I have seen other SAS users ask similar questions. Someone suggested that you create a dataset with certain color information and then use attrmap= and attrid= in the sgplot code. However, is there not a simple way of simple stating: use these colors and in this order? My issue is that I would like to create many graphs and not deal with each "bar-variable".

 

Thank you

1 ACCEPTED SOLUTION

Accepted Solutions
Rick_SAS
SAS Super FREQ

use the STYLEATTRS statement:

 

proc sgplot data=have;
styleattrs datacolors=(lightgreen seagreen darkgreen);
hbar make/stat=percent group=DriveTrain seglabel;
yaxis type=discrete fitpolicy=none;
run;

If you only want to create one graph and every data set contains the same GROUP= values, then this is all you need.

 

The situation becomes more complicated if you have some data sets that don't have all the categories. I can send links to many articles if your situation is more complicated.
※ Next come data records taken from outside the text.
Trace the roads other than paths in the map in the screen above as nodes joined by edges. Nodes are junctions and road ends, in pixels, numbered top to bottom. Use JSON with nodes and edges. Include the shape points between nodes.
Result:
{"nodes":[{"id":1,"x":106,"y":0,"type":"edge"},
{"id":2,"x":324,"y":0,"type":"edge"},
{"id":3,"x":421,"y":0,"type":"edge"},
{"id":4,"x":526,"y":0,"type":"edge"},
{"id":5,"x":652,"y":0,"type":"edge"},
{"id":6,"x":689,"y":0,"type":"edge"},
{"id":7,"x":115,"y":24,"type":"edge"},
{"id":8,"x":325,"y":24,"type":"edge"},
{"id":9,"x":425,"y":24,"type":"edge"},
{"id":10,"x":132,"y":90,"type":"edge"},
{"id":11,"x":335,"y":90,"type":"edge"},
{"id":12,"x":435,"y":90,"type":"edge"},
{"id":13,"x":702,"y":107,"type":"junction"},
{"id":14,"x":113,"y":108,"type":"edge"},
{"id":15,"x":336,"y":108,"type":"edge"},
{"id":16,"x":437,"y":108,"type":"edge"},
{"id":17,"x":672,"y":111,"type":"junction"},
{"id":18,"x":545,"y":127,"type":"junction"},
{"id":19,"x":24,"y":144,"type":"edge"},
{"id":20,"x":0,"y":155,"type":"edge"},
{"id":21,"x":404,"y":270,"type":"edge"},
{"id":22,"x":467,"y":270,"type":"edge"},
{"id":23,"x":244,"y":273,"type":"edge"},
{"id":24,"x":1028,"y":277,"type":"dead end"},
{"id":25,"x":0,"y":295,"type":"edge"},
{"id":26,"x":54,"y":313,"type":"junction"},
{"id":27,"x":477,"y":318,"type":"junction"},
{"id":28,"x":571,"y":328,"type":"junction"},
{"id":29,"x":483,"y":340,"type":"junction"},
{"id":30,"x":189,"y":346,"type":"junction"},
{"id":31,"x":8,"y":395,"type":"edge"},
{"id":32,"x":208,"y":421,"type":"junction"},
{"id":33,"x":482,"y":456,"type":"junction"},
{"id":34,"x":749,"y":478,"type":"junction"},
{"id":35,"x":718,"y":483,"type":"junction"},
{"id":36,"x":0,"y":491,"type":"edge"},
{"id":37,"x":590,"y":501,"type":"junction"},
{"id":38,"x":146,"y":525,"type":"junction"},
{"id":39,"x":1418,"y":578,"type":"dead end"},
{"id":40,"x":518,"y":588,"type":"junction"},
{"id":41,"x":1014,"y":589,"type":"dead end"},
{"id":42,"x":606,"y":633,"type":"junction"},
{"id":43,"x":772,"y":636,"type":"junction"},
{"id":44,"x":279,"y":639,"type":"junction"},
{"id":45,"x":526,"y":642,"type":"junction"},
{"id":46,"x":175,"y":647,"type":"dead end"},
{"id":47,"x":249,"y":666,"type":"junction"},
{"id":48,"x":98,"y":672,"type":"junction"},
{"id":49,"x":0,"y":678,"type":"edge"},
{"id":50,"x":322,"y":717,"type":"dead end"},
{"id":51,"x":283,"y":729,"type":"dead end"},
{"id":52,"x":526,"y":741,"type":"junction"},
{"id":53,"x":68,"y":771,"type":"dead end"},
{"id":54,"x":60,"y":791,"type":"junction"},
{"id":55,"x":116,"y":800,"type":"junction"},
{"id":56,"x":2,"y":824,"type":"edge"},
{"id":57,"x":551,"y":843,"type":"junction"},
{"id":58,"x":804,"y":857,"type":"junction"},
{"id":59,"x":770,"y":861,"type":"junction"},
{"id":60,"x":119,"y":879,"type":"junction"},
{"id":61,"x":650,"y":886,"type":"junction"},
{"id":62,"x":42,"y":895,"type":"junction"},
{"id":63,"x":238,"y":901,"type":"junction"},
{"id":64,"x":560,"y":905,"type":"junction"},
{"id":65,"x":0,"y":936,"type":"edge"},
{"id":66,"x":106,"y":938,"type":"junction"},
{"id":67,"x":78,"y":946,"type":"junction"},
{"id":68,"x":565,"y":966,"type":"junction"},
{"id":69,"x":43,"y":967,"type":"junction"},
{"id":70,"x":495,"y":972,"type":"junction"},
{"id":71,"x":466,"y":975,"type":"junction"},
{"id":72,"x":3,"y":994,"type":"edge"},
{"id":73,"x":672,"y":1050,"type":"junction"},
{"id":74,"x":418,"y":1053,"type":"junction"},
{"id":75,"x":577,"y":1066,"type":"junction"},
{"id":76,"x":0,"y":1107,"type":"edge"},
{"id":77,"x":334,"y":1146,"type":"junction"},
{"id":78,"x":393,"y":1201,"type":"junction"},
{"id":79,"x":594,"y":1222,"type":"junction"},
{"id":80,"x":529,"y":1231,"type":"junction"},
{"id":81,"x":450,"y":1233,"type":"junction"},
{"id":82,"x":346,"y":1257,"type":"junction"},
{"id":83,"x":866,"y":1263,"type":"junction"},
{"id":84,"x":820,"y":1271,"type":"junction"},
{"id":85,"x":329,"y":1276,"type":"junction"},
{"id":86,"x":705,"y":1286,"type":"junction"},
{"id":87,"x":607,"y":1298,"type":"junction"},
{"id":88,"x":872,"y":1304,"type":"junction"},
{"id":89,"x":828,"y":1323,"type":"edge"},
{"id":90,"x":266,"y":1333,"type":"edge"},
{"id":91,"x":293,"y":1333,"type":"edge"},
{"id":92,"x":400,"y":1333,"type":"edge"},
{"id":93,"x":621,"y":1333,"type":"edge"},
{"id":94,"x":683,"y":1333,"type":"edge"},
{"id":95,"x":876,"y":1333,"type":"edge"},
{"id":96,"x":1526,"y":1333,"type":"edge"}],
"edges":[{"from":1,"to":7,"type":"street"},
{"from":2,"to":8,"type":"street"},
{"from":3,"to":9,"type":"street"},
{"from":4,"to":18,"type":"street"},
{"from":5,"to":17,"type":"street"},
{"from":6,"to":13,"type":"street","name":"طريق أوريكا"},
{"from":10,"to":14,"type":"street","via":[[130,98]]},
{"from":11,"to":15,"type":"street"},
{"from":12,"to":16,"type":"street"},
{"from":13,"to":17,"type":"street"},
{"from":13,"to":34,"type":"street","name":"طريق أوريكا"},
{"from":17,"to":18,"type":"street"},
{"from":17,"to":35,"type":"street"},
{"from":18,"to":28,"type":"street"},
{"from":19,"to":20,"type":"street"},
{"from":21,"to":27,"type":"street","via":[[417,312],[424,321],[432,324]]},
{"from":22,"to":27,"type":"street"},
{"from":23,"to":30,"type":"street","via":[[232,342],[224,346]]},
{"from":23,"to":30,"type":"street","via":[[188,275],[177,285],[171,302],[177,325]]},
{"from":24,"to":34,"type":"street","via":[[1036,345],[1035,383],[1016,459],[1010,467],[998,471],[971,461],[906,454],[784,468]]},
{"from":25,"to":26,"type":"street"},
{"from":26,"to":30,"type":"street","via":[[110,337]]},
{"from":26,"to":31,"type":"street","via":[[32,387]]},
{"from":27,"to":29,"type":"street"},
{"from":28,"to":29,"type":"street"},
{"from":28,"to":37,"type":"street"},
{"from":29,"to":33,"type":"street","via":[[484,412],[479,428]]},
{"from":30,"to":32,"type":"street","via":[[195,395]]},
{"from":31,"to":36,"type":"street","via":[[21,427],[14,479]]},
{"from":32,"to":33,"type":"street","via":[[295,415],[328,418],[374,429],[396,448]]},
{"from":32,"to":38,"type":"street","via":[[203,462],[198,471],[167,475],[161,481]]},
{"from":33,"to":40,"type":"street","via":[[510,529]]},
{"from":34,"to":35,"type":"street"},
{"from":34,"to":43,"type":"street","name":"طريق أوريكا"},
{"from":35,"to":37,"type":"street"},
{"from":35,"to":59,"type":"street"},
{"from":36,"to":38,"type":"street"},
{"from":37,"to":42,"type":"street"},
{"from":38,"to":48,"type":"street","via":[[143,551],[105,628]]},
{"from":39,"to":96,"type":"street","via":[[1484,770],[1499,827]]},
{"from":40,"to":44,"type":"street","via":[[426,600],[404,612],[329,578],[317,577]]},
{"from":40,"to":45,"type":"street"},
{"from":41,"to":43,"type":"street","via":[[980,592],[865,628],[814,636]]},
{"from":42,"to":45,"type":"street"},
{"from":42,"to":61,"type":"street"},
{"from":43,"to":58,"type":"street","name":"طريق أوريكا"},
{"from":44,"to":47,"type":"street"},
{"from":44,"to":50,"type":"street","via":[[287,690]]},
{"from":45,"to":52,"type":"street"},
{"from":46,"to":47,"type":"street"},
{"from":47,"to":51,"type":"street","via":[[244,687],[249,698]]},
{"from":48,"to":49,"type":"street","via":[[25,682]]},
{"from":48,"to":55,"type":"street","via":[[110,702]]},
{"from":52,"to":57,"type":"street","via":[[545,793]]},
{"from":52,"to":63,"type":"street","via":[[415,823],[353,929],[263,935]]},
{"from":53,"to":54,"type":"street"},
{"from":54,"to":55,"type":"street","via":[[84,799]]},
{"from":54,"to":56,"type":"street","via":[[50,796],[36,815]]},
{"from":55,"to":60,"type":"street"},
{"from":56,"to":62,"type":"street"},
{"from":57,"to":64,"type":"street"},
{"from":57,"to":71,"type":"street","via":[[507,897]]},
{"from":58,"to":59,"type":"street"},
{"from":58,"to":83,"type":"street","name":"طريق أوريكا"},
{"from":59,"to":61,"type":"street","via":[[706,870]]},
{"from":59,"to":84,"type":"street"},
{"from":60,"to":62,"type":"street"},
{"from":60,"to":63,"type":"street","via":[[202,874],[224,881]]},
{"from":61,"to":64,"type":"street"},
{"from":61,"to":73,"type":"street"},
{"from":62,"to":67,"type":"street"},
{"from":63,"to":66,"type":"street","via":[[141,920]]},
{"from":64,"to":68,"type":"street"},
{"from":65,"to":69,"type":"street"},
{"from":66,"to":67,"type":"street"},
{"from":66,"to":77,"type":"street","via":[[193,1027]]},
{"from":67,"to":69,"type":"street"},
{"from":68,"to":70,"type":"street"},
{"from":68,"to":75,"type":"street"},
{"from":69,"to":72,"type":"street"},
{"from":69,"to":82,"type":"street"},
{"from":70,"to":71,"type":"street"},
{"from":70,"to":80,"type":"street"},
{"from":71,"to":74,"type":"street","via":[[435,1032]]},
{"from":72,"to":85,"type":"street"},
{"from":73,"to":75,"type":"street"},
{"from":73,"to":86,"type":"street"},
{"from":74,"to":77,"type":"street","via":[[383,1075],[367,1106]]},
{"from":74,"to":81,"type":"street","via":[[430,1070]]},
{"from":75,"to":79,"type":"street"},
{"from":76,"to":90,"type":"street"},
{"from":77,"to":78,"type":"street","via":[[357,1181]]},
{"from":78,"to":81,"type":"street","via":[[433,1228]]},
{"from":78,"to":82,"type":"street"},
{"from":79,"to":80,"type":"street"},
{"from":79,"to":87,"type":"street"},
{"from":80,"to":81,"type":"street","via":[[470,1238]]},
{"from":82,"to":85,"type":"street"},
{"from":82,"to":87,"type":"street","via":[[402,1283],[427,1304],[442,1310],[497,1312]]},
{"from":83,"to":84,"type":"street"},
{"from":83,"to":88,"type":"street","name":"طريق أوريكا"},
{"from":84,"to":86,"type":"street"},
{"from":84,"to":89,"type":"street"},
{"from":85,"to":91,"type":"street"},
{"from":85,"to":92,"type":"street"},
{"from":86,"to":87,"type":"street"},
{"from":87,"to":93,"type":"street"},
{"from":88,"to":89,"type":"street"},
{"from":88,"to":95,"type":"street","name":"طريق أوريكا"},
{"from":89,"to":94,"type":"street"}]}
View solution in original post

4 REPLIES 4
Rick_SAS
SAS Super FREQ

use the STYLEATTRS statement:

 

proc sgplot data=have;
styleattrs datacolors=(lightgreen seagreen darkgreen);
hbar make/stat=percent group=DriveTrain seglabel;
yaxis type=discrete fitpolicy=none;
run;

If you only want to create one graph and every data set contains the same GROUP= values, then this is all you need.

 

The situation becomes more complicated if you have some data sets that don't have all the categories. I can send links to many articles if your situation is more complicated.

mgrasmussen
Quartz | Level 8

Thanks a bunch, Rick. This looks promising.

 

The variable in group= is not constant. The basic difference between the (many) graphs is the variable that I include in group, but more so the population and year that the graph represents.

 

So, let's say I have 20 different sgplot with each their own specific variable in group=. Some of the variables will have 2 categories and some will have 5 or more. I might make something like 32 different charts (different years, different populations) based on each sgplot code. I don't mind making a specification for styleattrs datacolors for each of the "main" 20 different sgplot codes. Actually, there might be some benefit to doing that. If you see some issue with this I will be happy to hear about it.

Rick_SAS
SAS Super FREQ

I suggest you try the simple method first. If it works, then you are done. If you see an issue, write back and describe the issue. We can suggest more sophisticated methods, but your initial post indicates that you are new to SAS and wish to keep this as simple as possible, at least for now.

mgrasmussen
Quartz | Level 8

I think the simple version will work for now. Thanks.